I was reading a book for school called Trauma and Recovery. It is written primarily for people who are in the mental health field. It has some interesting information about the history of emotional trauma and how society viewed it and treated it during WWI. There was a terrible stigma attached to any emotional symptoms that were debilitating to the soldier. Treatment was cruel and humiliating. The scene where Moon says how hard it is for the "intact ones" like himself and Tom. They are far from intact and will likely suffer some symptoms for the rest of their lives. 

I really liked the hymn that was playing when he goes in to find a table from where he can watch her through the window. I recognized it and racked my brain till I found out what it was. "To a Wild Rose" by I think McDowell?(American) It doesn't necessarily mean anything, except to me. I love when a movie makes me this curious about details. 

Love the scene when he's lying in the sun in the graveyard. She tells him she's been there ten minutes. Doing what exactly? I know what I would be doing. 

Gi:
(Sofie) I was reading a book for school called Trauma and Recovery...It has some interesting information about the history of emotional trauma and how society viewed it and treated it during WWI.
Could you elaborate? 

Karen:
Speaking of music, when Birkin first lays his hands on the wall, a choir of heavenly voices begins to sing. He has not started his restoration work but is instead trying to feel/understand what lies behind the plaster and paint. I was immediately struck by that use of music and wondered if anyone else did. Does it mean he has reached his day of Judgment? 

(Sofie) Love the scene when he's lying in the sun in the graveyard. She tells him she's been there ten minutes. Doing what exactly?
That scene is so lovely and so full of symbolism. CF stretched out on a grave. He looks so happy and peaceful among the dead. Then the angel shows up. He looks up at her and the sun is behind her creating an aura surrounding the halo-shaped hat on her head. But she's hardly an angel. 

One criticism: The scene where Tom is watching the church service from the belfry and sarcastically comments on the Reverent Keach's (and by implication at this point, the entire congregation's) lack of Christian charity I found a little heavy handed. I think you get the idea that the Reverend's words are hollow from their initial meeting and don't need Tom to spell it out. 

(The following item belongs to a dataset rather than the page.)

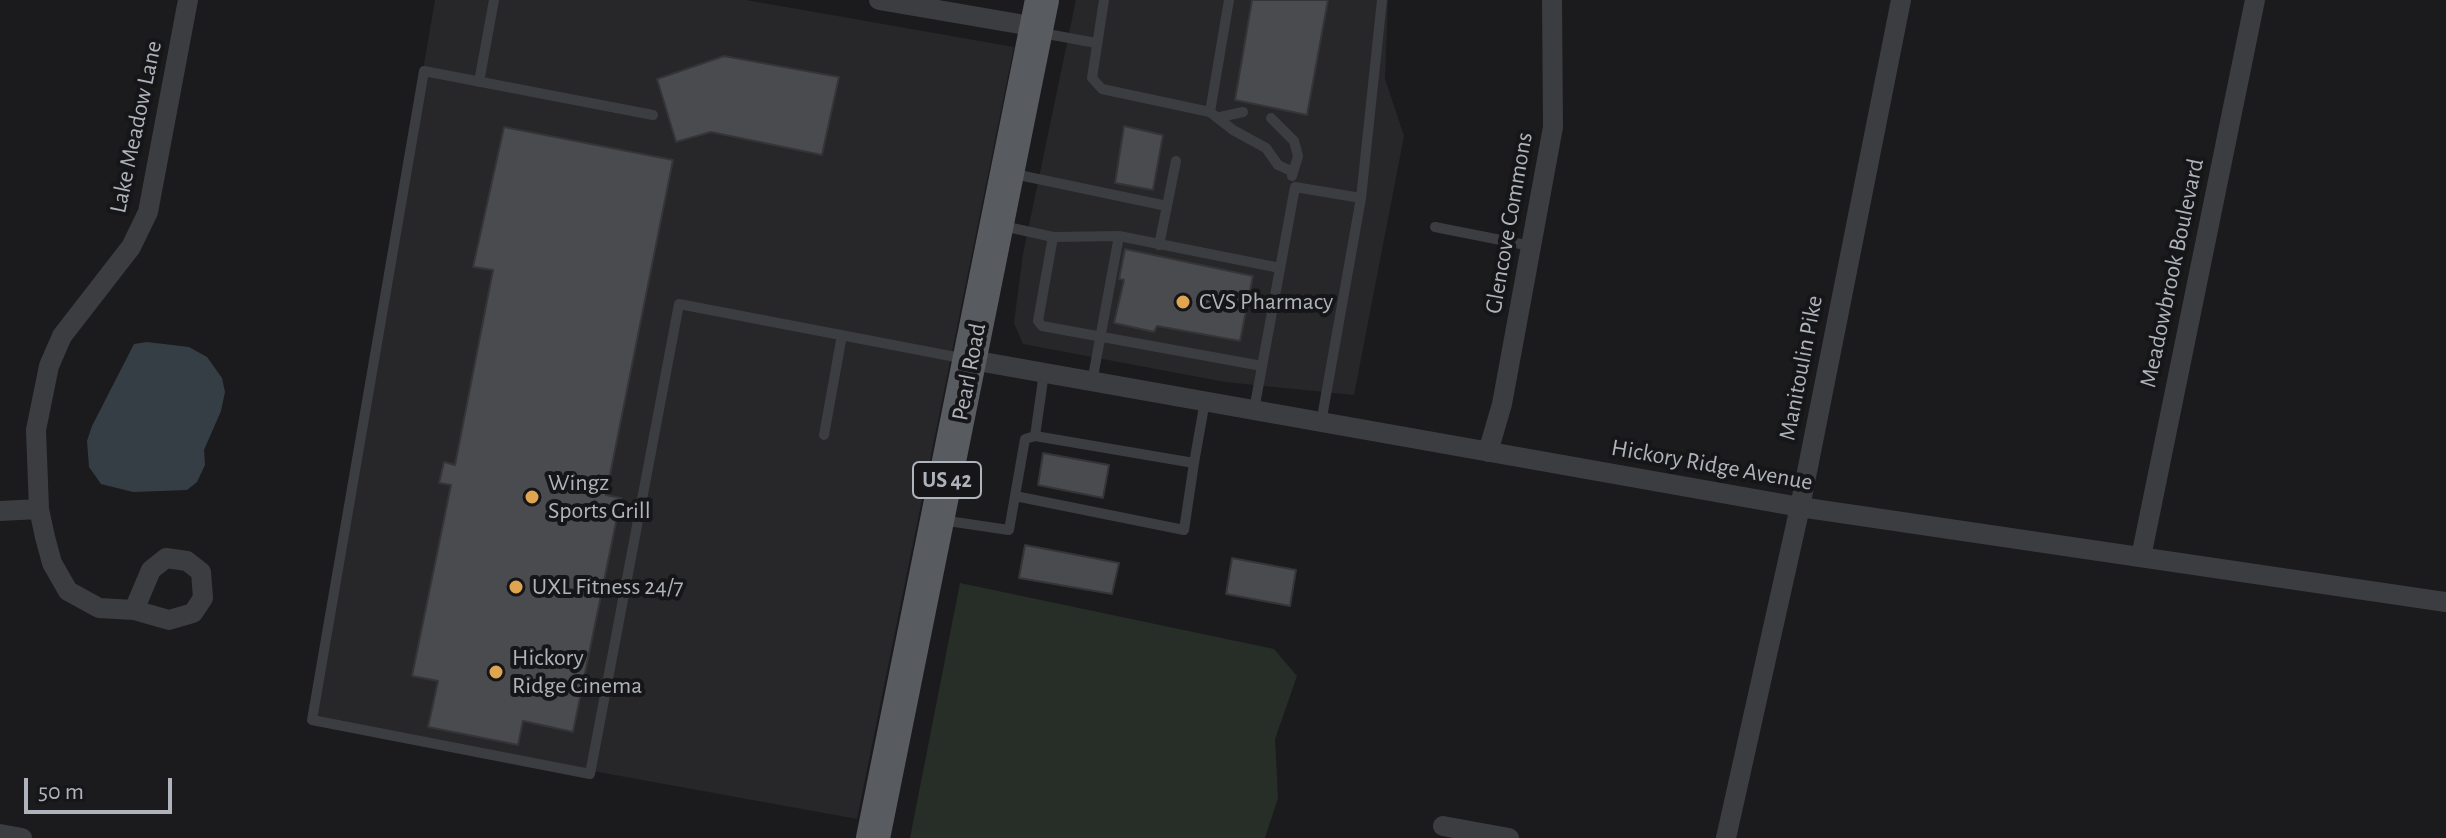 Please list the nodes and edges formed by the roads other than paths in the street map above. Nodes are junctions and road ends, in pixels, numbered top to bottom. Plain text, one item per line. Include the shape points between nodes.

Evelyn: Have you figured out what is in Moon's suitcase yet? 

Sofie:
(Gi) Could you elaborate?
The horrors of trench warfare caused men to break down in shocking numbers. Number of psychiatric casualties so great that hospitals had difficulty housing them. Some say 40% of British casualties were due to mental breakdowns. Military authorities suppressed reports because of demoralizing effect on public. British psychologist Charles Myers attributed first cases to physical cause, effects of exploding shells, resulting in nervous disorder "shell shock." Syndrome could be seen in soldiers not exposed to any physical trauma. Gradually military psychiatrists forced to acknowledge trauma due to emotional stress of prolonged exposure to violent death. 

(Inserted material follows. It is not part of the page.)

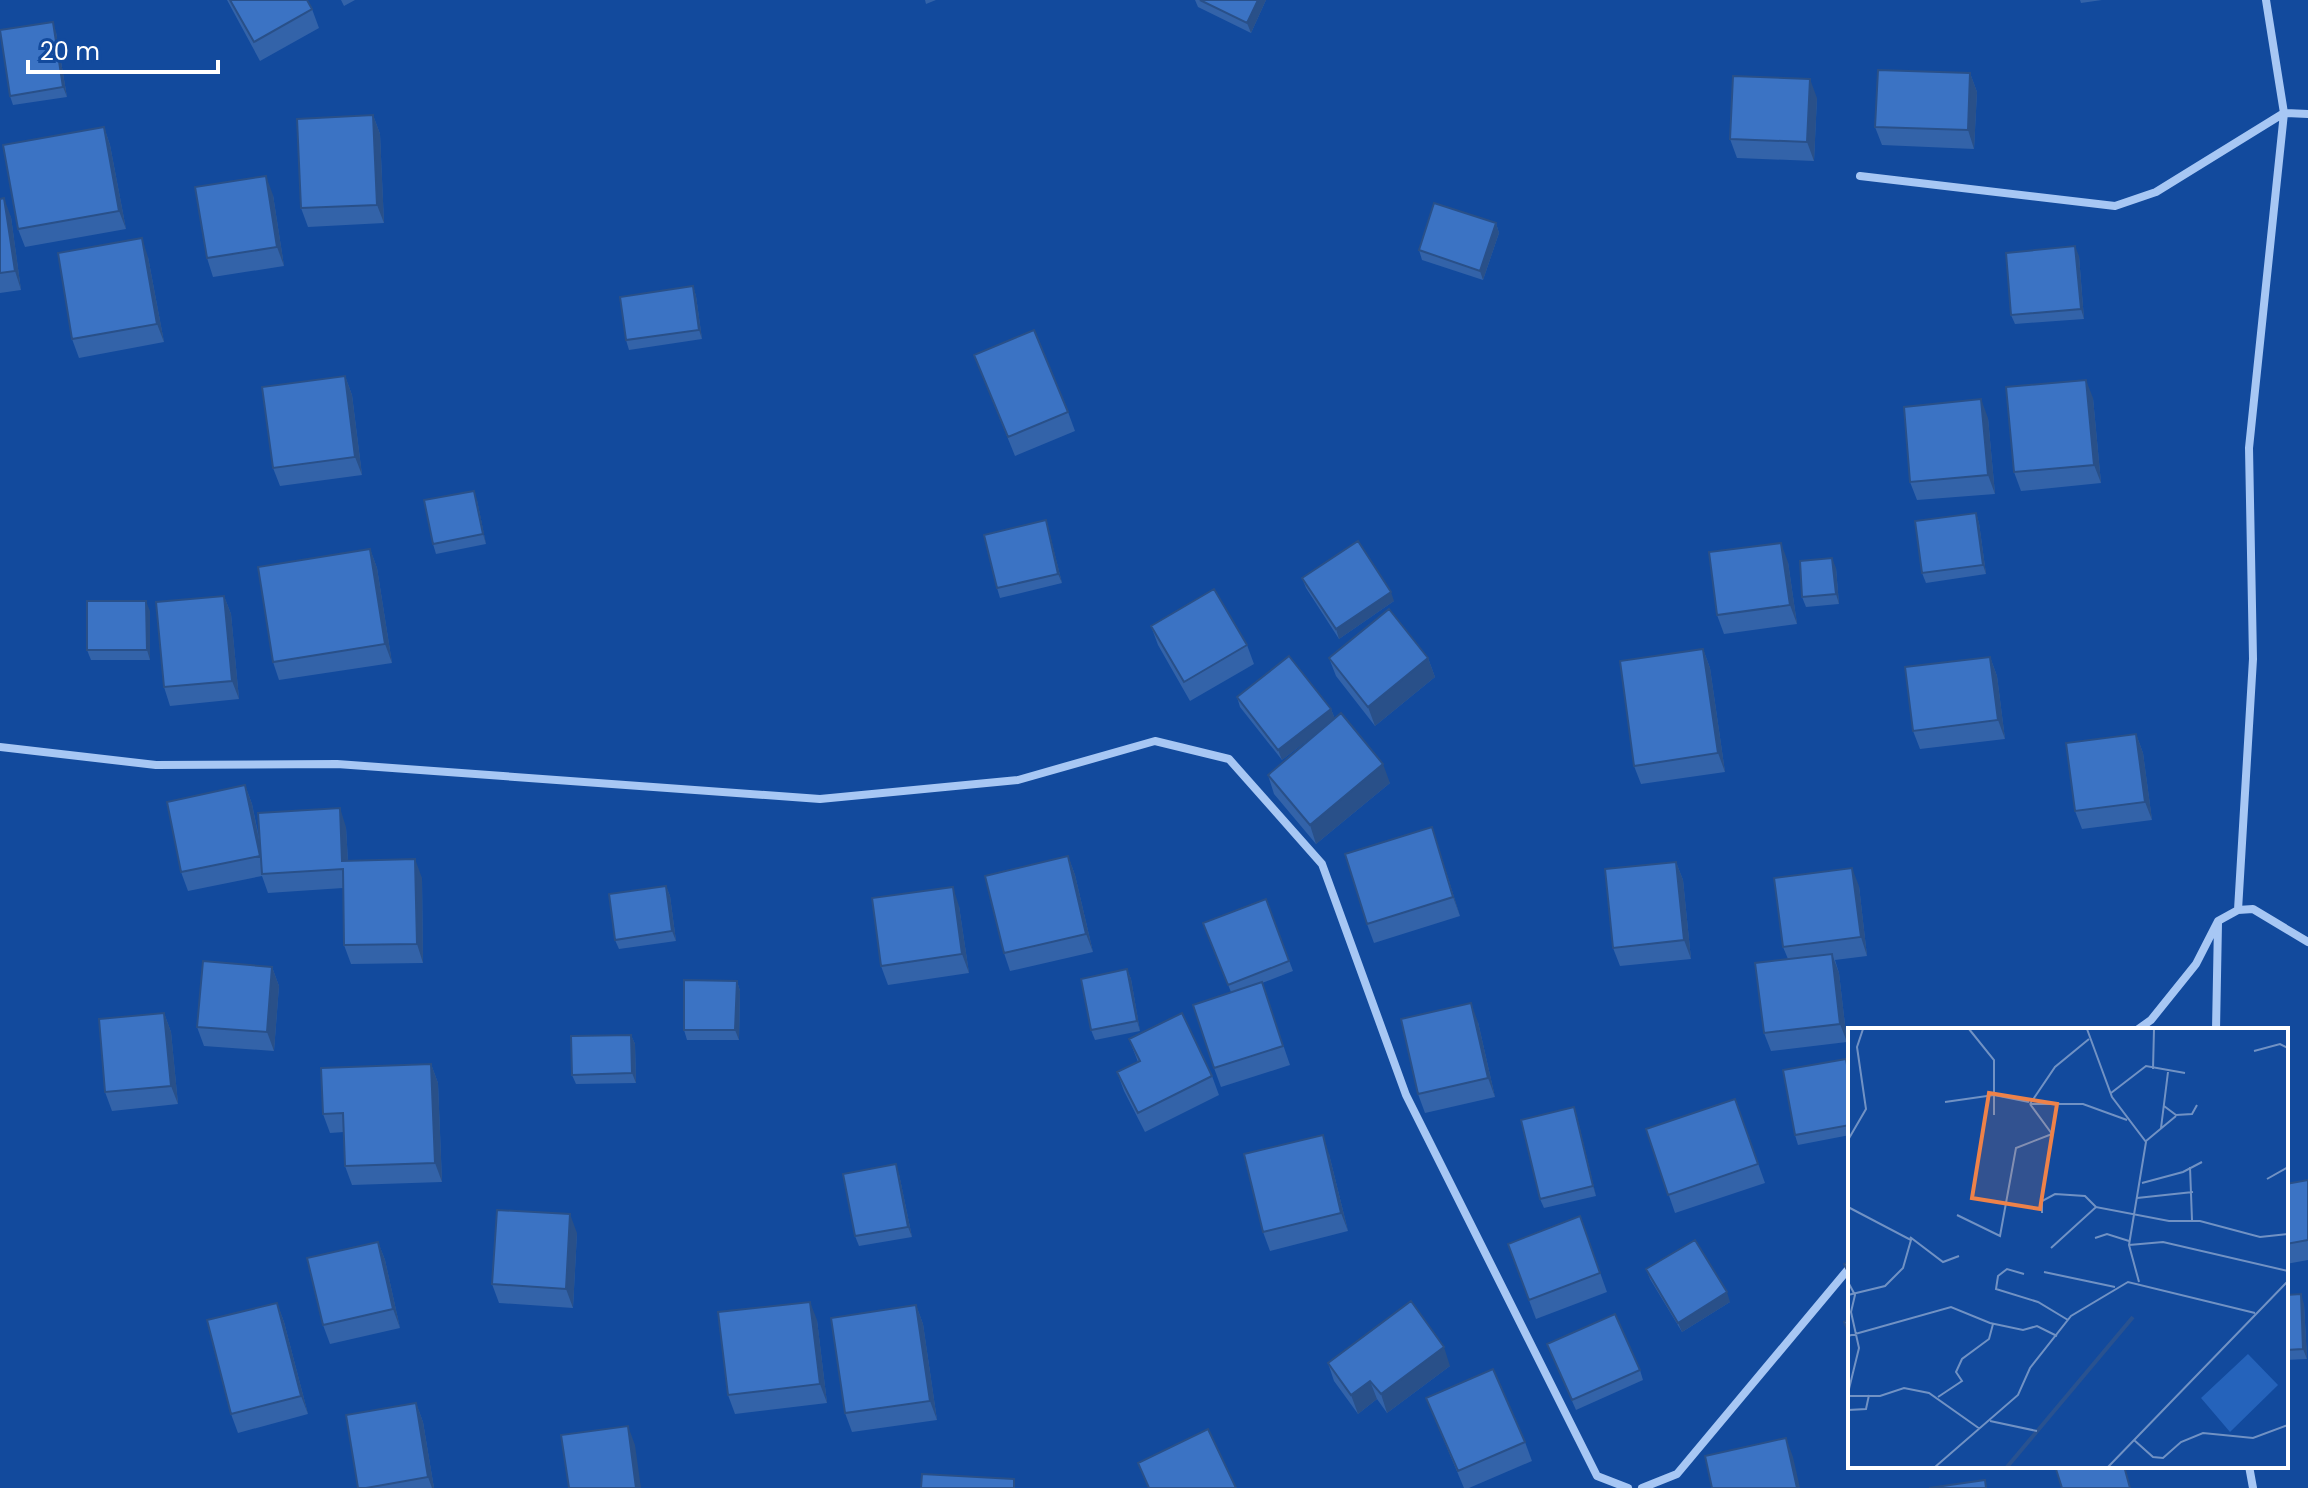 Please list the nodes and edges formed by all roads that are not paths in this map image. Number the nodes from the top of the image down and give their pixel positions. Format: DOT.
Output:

When existence of combat neurosis could no longer be denied, authorities centered on the moral character of the patient. Traditional views held that soldiers should not succumb to terror. The soldier who developed neurotic symptoms was at best seen as inferior human being, at worst a malingerer and coward. Medical writers of this period described these individuals as "moral invalids" and did not deserve to be patients at all. Some military authorities maintained that these men should be court-martialed or dishonorably discharged. 

Lewis Yealland (British psychiatrist of the traditional view) advocated treatment strategy based on shaming, threats, and punishment. Hysterical symptoms such as mutism, sensory loss, or motor paralysis were treated with electric shocks. Yealland reports treating a mute patient by applying electric shocks to his throat. Treatment went on for hours until patient finally spoke. While shocks were applied Yealland exhorted the patient to "remember, you must behave as a hero and have better control over yourself." 

Within a few years after end of war, numerous men with long-lasting psychiatric disabilities became an embarrassment to civilian society eager to forget. 

Judith Herman, M.D. goes into great detail primarily to help clinicians recognize symptoms of trauma so that more accurate diagnosis can be made which will lead to more appropriate treatment. 

I hope this info is helpful. I found it helped me understand Birkin and Moon. They were damaged by war but their wounds were cause for shame not heroism. 

Evelyn:
(Sophie) I love when a movie makes me this curious about details.
Great to have you, Sophie. What a gem you are to come up with all this trauma info. Makes us understand (and love) Tom more. 

OK, the Book: "...good old Bannister-Fletcher, our bible in Miss Witherpen's English Architecture class." (p.16) 

"That rose, Sara Van Fleet...I still have it. Pressed in a book. My Bannister-Fletcher, as a matter of fact. Someday after a sale, a stranger will find it there and wonder why." (p.49) 

The walk in the woods, paradise, the rabbit, the shot: Not in the book. 

The last scene as an old man. Not in the book. The whole book is a flashback 

"Mrs Ellerbeck says you're very attractive...." 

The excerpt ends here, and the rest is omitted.